Hasan was driving me to my mother's house before he left for work. I could stay the whole day there before he joined us at dinner.

Being around Hasan I didn't really realise it, but when he slowed towards the gate and I could see Jebrail on the porch of my old house, it hit me like a bolt - I was seeing my family again, after being away for about a month.

Typically, my eyes teared up again.

"Don't start crying now, Allah," Hasan said. Then softly, "Adinah? Adinah! I want you to stop crying. Right now. Hush."

I faced him, drying my cheeks.

"Hey," he said, reaching for my hand. "Do you want them to think you're unhappy with me?"

I looked away and did not reply, and then he realised something; his face showed his sudden wonder. "Oh my God, are you really going to complain about me once you're there?!"

"No," I said. "Of course not."

"Thank Allah! I mean have you seen Jebrail? He'd turn me to unrecognisable human pulp," he laughed.

Then he looked at me, and stopped. "Adinah, what's the issue?"

"It's that I'm seeing them again!" I sniffed. "And come on, at this point you must realise that however annoying, this is a piece of me, all this crying," I sniffed.

"Oh Allah," he said. "You need to chill."

"You need to stop caring!"

"Who said I do? You're just being way too girlish."

My head whipped to face him. "Excuse me, I am a girl?"

"You're a woman now," he laughed.

I told him to shut up, and did so myself.

When he pulled over at our gate, Jebrail respectfully came forth to greet us.

"Assalaam Alaikum, Hasan Bhai," he said, although Hasan was younger than him by a year.
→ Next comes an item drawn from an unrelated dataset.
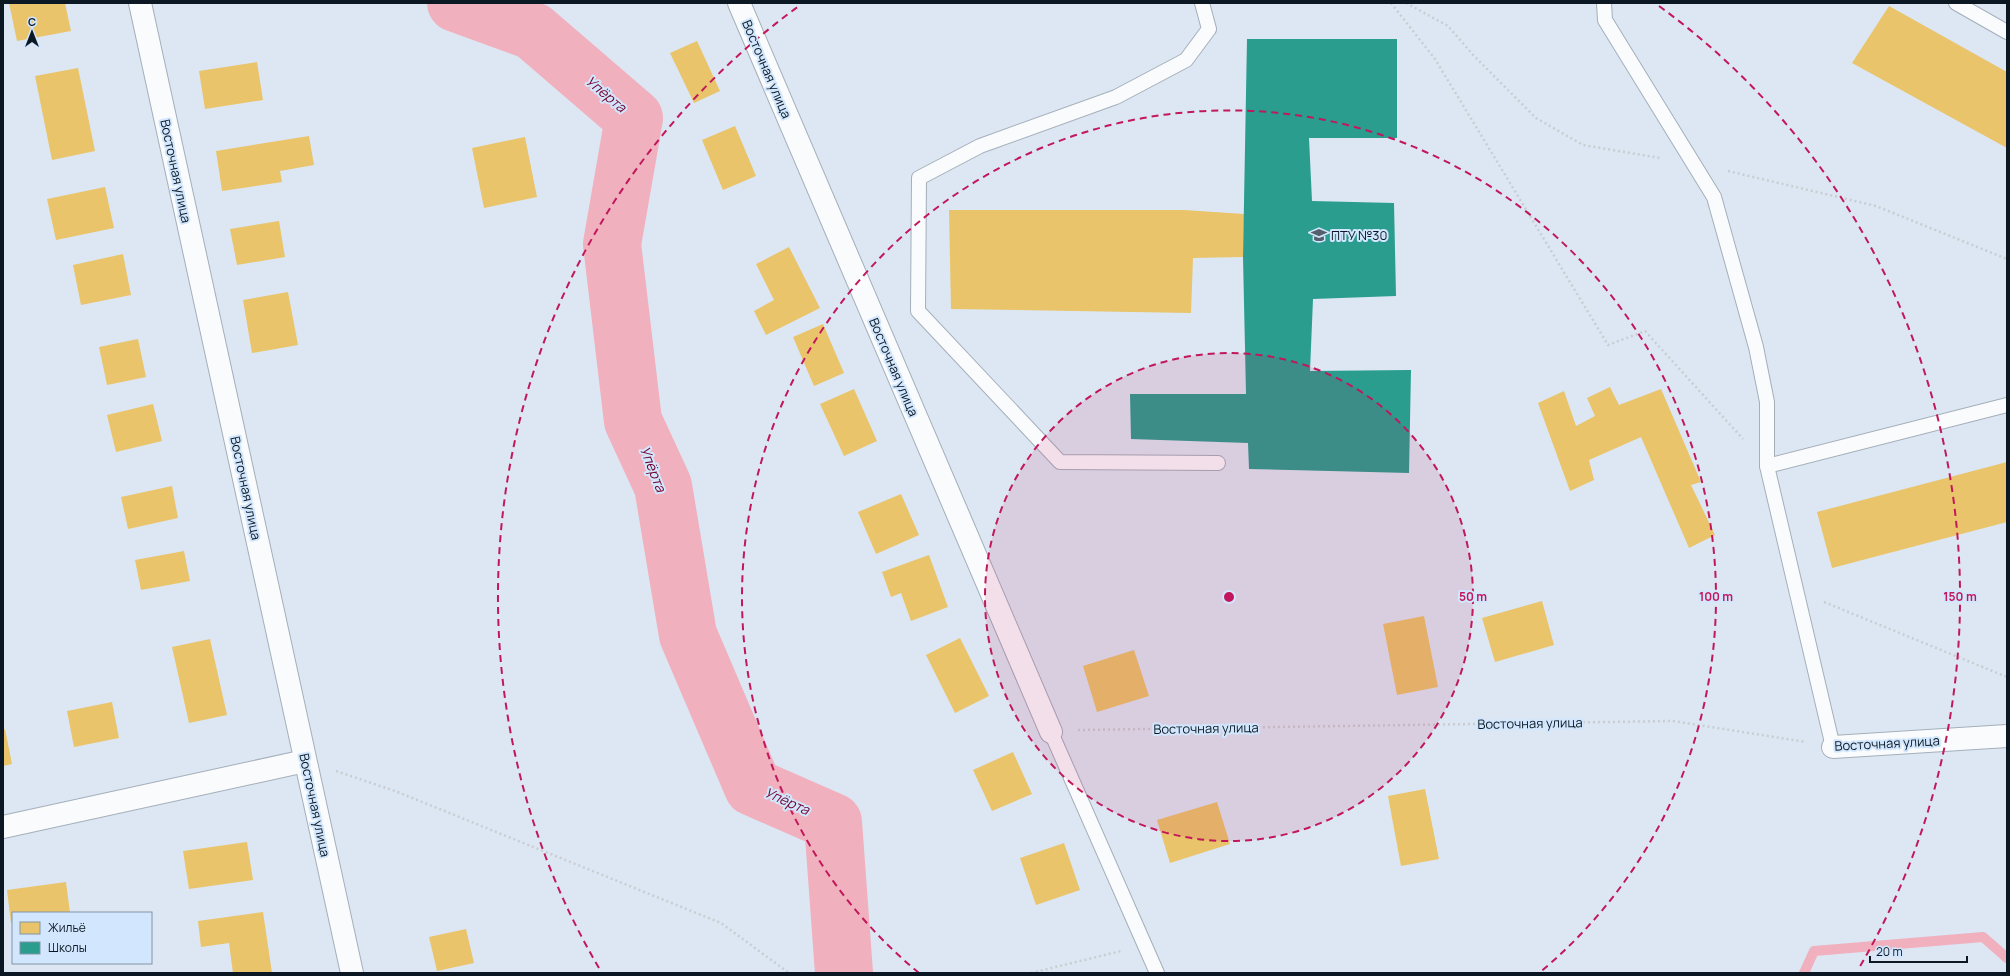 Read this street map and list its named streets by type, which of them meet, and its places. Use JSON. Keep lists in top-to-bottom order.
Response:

Hasan replied with a smile.

After a mandatory couple of minutes of my brother's trying to pull my husband inside for chai-nashta and his politely refusing, Jebrail finally let him leave, and I sighed.
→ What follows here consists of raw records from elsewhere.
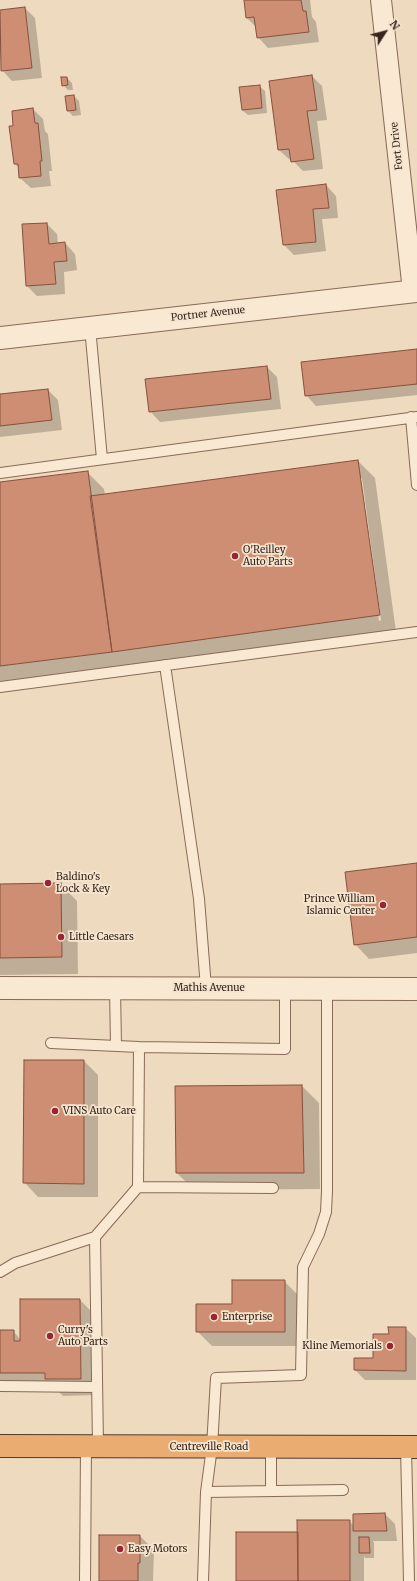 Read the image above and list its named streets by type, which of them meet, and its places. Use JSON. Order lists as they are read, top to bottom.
{
  "streets": {
    "highway": ["Centreville Road"],
    "street": ["Fort Drive", "Portner Avenue", "Mathis Avenue"]
  },
  "crossings": [
    ["Fort Drive", "Portner Avenue"]
  ],
  "places": [
    "O'Reilley Auto Parts",
    "Baldino's Lock & Key",
    "Prince William Islamic Center",
    "Little Caesars",
    "VINS Auto Care",
    "Enterprise",
    "Curry's Auto Parts",
    "Kline Memorials",
    "Easy Motors"
  ],
  "north": "top right"
}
"Your struggles to get him in convince me that you were more excited to meet him instead of me," I said as he lead me inside.

"Lol, who wanted to meet you again anyway," he said, but he didn't meet my eyes, and looking at him from behind, I smiled.

I missed Jebrail - his ugly, irritating, overly uncool self; I missed it, because he'd been a huge part of my life, and now suddenly, when he wasn't, it felt like there was a hole there where he'd been all this while.

But before I could say anything more to Jebrail, my mother came to my sight, and seeing her after all this time, characteristically, I melted.

So I was crying again, as was she, and for some minutes we just cried as we held each other.

Next was Amaan, my most favourite person in the world.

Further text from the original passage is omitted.